Nestes meios a que se refere criam-se hipóteses e teorias da conspiração, mencionando pessoas pelo seu nome próprio que, no entanto, não são membros do Opus Dei. Estou certo de que serão muito bons católicos, simplesmente a verdade é manipulada com o fim de comprometer em questões políticas uma instituição da Igreja.

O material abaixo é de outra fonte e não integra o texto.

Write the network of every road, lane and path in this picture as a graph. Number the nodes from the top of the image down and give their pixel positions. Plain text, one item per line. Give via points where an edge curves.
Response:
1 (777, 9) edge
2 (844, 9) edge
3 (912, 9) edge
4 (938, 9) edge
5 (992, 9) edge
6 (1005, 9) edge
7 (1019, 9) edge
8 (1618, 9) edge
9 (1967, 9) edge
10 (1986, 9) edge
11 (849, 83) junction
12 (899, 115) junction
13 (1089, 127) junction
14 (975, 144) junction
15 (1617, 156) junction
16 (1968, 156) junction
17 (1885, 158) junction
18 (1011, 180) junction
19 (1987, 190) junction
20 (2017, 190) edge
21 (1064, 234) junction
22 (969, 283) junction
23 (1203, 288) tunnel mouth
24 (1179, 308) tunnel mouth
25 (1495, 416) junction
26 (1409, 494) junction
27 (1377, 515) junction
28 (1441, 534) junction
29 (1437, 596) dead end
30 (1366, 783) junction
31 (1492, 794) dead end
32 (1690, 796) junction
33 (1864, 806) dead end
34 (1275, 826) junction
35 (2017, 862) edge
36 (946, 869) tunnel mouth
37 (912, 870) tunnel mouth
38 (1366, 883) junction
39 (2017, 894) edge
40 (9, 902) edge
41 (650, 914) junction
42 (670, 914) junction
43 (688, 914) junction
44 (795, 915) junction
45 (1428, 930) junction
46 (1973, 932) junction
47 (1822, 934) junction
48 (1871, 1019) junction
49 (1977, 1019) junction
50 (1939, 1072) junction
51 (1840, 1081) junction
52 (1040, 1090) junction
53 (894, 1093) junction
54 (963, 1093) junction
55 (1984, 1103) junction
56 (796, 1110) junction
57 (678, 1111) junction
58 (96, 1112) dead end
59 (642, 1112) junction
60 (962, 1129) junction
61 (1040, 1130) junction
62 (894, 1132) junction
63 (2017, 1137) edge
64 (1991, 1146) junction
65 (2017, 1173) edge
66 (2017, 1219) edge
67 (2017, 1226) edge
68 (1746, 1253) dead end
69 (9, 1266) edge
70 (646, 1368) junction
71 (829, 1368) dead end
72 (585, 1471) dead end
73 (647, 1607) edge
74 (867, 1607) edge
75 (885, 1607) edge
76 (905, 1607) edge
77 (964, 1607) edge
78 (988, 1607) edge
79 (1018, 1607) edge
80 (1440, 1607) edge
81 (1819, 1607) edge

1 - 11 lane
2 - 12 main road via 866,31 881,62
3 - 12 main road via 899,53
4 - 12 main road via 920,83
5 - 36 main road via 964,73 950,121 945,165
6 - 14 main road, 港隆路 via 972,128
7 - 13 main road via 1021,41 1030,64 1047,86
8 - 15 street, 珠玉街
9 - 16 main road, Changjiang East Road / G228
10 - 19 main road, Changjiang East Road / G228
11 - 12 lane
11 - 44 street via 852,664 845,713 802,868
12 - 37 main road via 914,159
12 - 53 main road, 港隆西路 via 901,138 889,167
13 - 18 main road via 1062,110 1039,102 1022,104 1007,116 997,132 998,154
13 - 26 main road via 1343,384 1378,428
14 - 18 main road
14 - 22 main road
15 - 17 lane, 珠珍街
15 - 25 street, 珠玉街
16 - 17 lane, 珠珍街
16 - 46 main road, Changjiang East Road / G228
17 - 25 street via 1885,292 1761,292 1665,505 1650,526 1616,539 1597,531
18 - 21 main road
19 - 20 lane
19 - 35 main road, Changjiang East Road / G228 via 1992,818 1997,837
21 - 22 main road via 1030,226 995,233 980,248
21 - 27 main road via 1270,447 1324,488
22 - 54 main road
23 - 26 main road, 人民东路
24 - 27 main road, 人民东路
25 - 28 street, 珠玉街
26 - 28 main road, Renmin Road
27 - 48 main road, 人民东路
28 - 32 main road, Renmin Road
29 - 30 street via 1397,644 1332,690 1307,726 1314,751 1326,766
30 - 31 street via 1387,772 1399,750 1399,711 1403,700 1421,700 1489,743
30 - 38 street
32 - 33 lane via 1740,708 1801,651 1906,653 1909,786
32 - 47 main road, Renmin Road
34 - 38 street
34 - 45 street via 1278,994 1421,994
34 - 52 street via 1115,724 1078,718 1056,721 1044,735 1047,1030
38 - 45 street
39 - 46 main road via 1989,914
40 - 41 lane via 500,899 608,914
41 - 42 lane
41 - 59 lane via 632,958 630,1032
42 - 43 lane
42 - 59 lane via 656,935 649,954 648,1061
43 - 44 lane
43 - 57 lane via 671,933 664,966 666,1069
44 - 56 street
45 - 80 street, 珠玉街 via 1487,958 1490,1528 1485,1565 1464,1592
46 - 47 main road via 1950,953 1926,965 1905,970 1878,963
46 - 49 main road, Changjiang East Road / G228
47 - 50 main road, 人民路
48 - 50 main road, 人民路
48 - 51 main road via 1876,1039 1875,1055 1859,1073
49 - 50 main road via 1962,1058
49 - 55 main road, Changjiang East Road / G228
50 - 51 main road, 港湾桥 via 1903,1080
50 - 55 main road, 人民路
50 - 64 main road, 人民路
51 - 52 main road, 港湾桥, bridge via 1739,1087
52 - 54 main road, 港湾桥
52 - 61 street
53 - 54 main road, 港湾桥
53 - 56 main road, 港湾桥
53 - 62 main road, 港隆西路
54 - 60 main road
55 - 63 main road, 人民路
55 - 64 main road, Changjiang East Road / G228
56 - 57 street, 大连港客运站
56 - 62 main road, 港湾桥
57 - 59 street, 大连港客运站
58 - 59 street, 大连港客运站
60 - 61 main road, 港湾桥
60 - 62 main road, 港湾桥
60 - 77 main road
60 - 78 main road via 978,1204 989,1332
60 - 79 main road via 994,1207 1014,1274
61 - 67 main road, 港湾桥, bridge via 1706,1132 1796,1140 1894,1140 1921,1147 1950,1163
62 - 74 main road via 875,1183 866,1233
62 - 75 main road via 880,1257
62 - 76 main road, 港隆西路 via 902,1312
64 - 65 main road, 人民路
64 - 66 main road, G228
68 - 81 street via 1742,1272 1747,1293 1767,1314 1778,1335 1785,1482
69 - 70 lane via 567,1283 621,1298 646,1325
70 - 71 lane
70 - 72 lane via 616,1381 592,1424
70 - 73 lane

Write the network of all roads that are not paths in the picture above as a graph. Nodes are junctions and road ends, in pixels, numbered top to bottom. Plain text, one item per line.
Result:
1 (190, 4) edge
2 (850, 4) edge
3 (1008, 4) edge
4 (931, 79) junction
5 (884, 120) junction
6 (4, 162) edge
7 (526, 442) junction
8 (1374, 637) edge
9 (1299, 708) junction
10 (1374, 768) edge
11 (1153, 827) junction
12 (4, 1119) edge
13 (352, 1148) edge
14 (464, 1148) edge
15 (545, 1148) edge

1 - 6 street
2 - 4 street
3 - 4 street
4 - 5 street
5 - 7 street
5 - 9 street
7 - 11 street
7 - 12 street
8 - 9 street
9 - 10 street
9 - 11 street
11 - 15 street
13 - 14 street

Por outro lado, oxalá que se entendesse melhor a liberdade dos leigos nos âmbito político, social, cultural... No âmbito da gestão pública, cada cristão tem a responsabilidade de formar a sua consciência segundo a doutrina social da Igreja, informar-se das propostas dos candidatos ou partidos, refletir sobre a melhor opção para o bem comum e decidir livremente. Por isso, a tarefa de acompanhamento espiritual que o Opus Dei realiza evita interferir nas suas legítimas opções terrenas. Perante um leigo que participa em política (seja ou não do Opus Dei) é fundamental o respeito pela sua autonomia: os seus acertos e erros são da sua responsabilidade, não da Igreja. Atribuir ao Opus Dei ou ao conjunto da Igreja as iniciativas culturais, políticas, económicas ou sociais dos seus fiéis é clericalismo.